Editor’s Note: Originally published as D.M. Tench and D.P. Anderson, Plating and Surface Finishing, 77 (8), 44-46 (1990), and was awarded the 1991 AES Gold Medal for Best Paper published in Plating and Surface Finishing in 1990.  A printable PDF version is available by clicking HERE.



A sequential electrochemical reduction method has been developed for the quantitative analysis of surface oxides pertinent to Sn-Pb solderability. Analytical results from various aging treatments have been found to correlate with solderability as determined by the wetting balance method. Under some circumstances, electrochemical reduction also restored solderability degraded by steam aging. Preliminary results indicate that this extremely sensitive analytical method may also be used to detect the Cu-Sn intermetallic species that form at the Cu/Sn-Pb interface and affect solderability both directly and indirectly.


The loss of solderability of printed wiring boards and component leads during storage is a major problem that costs the electronics industry millions of dollars each year.  It is clear from numerous studies1 that oxidation of the Sn-Pb surface and underlying Cu-Sn intermetallic layers is involved, but the nature of the various oxides and their roles in the degradation process are obscure.  However, since humid environments are known to greatly exacerbate the problem, it is clear that an electrochemical mechanism is operative.  Therefore, the vacuum techniques typically employed for surface analysis may not be strictly applicable.  Consequently, electrochemical methods permitting in situ quantitative analysis of oxides generated in the Cu-Sn-Pb system are preferred, and could also be more easily applied in a production environment for process control.

Electrochemical reduction in aqueous solutions has previously been applied to the analysis of oxides on tin2-5 and is a promising candidate for Sn-Pb surface analysis.  This article concerns a chronopotentiometric reduction method, which is shown to provide results that correlate with Sn-Pb solderability.

Experimental details

The standard test specimen was a 1.5-mm-diameter hard copper wire, 2.5 cm in length, which was masked with Teflon heat-shrink tubing to expose a 1-cm long section with a rounded end.  This section was first plated with 10 μm of copper from a standard non-additive pyrophosphate bath at 55°C, then with 12 μm of eutectic Sn-Pb from a standard fluoborate bath at room temperature.  During plating, the wire cathode was rotated at 2000 rpm to control mass transport in the solution.  A 60/40 Sn-Pb ratio was verified by atomic absorption analysis of specimens dissolved in acid solution, and by XRF.  The Sn-Pb deposit was re-flowed in water soluble oil at 235°C for minimal time prior to use.

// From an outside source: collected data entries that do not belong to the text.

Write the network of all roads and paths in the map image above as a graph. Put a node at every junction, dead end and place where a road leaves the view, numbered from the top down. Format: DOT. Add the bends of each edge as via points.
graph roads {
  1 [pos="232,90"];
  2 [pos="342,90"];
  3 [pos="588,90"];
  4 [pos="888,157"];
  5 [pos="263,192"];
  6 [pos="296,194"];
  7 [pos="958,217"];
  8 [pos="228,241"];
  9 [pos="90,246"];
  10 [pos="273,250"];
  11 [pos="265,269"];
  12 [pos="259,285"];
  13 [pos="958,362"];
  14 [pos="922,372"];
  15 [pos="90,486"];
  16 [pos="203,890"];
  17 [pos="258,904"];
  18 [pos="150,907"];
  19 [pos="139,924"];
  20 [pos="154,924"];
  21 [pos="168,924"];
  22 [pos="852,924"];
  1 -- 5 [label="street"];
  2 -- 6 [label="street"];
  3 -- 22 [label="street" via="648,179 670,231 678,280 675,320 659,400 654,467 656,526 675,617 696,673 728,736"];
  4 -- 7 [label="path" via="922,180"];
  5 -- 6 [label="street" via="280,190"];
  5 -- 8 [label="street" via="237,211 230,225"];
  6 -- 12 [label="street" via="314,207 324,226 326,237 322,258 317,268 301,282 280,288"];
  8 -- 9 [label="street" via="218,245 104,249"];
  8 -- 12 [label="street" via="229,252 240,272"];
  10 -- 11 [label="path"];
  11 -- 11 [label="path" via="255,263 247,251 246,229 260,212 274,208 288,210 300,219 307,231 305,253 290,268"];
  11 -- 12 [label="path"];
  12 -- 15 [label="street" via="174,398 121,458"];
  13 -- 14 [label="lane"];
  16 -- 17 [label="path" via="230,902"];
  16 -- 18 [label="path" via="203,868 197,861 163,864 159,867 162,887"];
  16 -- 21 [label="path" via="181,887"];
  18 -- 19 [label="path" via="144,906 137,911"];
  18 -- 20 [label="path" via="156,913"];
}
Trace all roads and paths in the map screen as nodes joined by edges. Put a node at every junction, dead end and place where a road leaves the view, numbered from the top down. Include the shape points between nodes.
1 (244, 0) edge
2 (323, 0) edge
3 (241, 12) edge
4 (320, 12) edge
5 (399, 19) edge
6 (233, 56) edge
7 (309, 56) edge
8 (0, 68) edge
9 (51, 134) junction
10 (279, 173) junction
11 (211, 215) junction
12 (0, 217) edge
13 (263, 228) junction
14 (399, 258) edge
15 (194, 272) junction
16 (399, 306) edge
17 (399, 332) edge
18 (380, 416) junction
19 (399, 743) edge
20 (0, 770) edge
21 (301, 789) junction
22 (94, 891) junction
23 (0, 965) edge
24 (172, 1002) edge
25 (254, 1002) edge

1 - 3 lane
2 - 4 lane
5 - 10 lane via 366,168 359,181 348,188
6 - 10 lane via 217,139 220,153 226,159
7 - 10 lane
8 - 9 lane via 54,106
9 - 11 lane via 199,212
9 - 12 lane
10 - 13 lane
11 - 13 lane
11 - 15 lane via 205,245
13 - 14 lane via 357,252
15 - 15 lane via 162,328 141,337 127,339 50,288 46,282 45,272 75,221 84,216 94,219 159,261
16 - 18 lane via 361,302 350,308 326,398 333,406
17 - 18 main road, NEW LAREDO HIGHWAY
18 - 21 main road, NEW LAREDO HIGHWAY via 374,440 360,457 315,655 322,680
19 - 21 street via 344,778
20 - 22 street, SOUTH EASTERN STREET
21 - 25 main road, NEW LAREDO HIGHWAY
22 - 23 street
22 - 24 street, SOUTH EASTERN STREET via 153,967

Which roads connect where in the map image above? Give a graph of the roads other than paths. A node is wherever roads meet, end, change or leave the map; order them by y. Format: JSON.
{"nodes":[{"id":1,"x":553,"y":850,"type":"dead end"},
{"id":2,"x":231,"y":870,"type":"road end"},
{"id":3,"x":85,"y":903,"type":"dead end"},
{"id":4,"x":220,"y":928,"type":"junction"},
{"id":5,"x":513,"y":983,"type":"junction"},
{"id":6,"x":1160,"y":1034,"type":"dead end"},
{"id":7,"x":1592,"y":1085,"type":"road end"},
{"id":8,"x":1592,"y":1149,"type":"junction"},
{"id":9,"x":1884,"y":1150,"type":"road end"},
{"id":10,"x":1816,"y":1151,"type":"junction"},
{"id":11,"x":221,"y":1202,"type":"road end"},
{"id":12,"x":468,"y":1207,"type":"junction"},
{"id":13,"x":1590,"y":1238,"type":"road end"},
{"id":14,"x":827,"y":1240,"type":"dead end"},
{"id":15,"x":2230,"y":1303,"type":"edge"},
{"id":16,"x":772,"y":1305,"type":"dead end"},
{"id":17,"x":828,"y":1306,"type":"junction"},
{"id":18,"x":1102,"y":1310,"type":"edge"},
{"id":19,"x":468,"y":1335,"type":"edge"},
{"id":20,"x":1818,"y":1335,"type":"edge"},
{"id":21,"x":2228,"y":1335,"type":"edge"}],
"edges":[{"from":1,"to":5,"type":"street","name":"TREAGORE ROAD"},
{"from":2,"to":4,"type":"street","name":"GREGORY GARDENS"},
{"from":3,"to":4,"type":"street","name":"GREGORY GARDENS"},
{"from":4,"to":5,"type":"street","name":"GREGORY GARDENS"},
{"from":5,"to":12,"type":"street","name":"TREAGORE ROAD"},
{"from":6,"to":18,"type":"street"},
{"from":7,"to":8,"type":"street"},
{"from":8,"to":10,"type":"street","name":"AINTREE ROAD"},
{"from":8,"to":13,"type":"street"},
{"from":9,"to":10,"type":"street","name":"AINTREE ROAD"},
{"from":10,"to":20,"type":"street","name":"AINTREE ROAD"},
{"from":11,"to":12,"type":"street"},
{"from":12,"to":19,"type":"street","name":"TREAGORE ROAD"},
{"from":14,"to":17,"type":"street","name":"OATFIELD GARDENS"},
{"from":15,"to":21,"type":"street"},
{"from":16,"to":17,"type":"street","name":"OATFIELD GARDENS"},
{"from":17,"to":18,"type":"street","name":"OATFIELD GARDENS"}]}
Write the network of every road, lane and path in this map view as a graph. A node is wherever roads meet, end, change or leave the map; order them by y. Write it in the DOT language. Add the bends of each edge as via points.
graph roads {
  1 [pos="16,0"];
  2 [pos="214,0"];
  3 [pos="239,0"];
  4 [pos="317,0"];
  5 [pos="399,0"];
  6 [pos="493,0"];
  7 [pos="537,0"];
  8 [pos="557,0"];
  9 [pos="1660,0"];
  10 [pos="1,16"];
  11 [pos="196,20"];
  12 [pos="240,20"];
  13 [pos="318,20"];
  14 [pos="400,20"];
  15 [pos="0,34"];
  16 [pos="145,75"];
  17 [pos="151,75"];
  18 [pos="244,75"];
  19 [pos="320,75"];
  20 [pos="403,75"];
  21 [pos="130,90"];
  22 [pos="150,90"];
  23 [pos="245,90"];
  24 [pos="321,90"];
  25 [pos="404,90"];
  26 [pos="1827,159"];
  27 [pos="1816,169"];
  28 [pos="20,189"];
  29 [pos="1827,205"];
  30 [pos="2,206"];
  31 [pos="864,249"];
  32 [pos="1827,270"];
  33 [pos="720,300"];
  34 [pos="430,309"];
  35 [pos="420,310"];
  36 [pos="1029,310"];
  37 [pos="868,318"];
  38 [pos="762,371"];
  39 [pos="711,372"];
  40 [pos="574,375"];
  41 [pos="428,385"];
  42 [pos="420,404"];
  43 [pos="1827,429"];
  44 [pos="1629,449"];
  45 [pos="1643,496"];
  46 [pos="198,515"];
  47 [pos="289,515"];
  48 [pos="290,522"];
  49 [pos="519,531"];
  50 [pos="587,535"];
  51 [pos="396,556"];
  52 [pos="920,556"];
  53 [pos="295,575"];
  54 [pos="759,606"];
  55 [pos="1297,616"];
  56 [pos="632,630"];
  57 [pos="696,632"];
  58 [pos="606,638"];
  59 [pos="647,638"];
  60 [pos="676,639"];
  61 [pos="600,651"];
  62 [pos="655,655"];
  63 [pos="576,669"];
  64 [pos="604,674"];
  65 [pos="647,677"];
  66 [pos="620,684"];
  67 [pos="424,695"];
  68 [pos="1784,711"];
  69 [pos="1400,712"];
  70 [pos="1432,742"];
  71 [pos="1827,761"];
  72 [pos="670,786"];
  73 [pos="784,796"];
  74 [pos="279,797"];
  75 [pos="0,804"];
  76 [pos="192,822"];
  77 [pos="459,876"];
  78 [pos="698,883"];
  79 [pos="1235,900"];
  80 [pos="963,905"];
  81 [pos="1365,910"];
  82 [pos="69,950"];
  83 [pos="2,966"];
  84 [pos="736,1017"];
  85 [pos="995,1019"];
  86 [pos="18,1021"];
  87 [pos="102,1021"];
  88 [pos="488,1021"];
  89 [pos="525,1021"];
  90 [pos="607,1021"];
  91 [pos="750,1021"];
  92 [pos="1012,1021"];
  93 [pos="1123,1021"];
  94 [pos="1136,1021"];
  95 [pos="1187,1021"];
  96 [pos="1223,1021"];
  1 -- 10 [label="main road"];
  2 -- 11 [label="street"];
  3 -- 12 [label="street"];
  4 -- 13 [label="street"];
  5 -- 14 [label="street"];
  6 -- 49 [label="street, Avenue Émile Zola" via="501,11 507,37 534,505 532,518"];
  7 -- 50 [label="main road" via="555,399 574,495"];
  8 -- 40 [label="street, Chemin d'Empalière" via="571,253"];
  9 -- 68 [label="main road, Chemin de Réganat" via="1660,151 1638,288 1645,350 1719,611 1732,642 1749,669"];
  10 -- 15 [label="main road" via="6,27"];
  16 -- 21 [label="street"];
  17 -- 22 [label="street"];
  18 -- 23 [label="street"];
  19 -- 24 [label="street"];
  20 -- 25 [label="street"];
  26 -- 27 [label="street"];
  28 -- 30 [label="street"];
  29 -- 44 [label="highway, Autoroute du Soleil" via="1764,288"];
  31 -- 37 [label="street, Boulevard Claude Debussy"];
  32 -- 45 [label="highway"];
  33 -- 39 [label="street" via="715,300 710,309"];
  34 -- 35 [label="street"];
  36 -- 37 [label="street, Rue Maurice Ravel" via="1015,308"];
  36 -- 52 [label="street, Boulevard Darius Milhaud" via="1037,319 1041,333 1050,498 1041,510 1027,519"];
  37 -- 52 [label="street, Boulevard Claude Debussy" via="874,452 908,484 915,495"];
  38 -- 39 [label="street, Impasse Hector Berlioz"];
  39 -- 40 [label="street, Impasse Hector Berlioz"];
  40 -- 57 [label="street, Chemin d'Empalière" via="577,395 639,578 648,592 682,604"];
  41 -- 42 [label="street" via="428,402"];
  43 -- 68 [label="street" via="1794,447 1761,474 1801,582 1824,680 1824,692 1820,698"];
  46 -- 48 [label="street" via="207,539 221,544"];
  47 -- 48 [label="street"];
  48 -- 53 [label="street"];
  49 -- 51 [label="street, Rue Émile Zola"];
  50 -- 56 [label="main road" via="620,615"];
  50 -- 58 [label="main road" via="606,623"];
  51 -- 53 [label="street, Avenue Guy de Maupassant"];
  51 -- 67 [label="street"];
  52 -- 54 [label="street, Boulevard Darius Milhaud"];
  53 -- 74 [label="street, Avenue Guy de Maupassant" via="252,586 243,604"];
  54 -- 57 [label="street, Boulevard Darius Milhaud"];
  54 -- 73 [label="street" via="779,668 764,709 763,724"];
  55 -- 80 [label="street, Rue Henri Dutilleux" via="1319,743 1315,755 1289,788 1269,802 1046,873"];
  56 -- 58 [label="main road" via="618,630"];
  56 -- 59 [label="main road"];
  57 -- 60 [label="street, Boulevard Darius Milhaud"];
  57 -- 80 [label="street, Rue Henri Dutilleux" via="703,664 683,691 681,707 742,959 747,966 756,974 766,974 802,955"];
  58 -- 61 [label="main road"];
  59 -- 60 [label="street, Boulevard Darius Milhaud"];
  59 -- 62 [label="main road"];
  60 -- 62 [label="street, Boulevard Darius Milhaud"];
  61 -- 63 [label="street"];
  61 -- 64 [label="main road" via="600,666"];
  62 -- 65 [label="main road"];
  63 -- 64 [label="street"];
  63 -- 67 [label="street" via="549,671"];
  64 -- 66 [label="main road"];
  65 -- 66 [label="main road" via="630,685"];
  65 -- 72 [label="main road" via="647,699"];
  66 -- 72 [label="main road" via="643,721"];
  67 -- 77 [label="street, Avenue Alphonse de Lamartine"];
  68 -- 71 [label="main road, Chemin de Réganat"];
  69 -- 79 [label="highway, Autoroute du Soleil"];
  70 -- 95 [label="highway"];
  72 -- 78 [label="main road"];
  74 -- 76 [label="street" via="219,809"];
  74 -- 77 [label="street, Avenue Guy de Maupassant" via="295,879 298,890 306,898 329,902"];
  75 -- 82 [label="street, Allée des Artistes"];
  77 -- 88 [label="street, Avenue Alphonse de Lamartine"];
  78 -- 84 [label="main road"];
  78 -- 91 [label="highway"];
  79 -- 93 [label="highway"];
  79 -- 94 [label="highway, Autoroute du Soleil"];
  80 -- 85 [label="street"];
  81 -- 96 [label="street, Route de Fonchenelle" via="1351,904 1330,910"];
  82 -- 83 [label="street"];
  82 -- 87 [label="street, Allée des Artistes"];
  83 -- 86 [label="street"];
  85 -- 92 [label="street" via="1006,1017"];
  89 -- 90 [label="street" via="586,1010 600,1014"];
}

Electrochemical reduction was performed in a borate buffer (9.55 g/L sodium borate and 6.18 g/L boric acid) at a pH of 8.4 under an argon atmosphere in a 200 mL glass cell having separate compartments for the platinum counter electrode and reference saturated calomel electrode (SCE)(Fig. 1).  All electrochemical experiments were performed using a potentiostat/ galvanostat.*  Solderability tests were performed using a modified Wilhelmy wetting balance in conjunction with a digital oscilloscope.**


Figure 1 -  Apparatus for performing sequential reduction analysis on actual printed circuit boards.

Results and discussion

Figure 2 shows chronopotentiograms that illustrate the sequential electrochemical reduction method for analysis of oxides on Sn-Pb surfaces.  A constant current was applied in a borate buffer solution (pH 8.4) and the electrode potential vs. a reference electrode (SCE) was followed as a function of time.  The electrodes were first mildly anodized (at 0.0 V) to oxidize the surface.  Waves corresponding to reduction of a single oxide, (presumably PbO6), and two tin oxides, (presumably SnO and SnO26), were evident at -0.6., -0.9 and -1.1 V, respectively.  As determined from the charge passed, all of these oxides were thin (1-3 monolayers).  For eutectic Sn-Pb, no SnO2 was formed under the conditions employed.  The small initial dip for tin suggests the presence of a duplex structure with a blocking layer of more stable oxide at the outer surface.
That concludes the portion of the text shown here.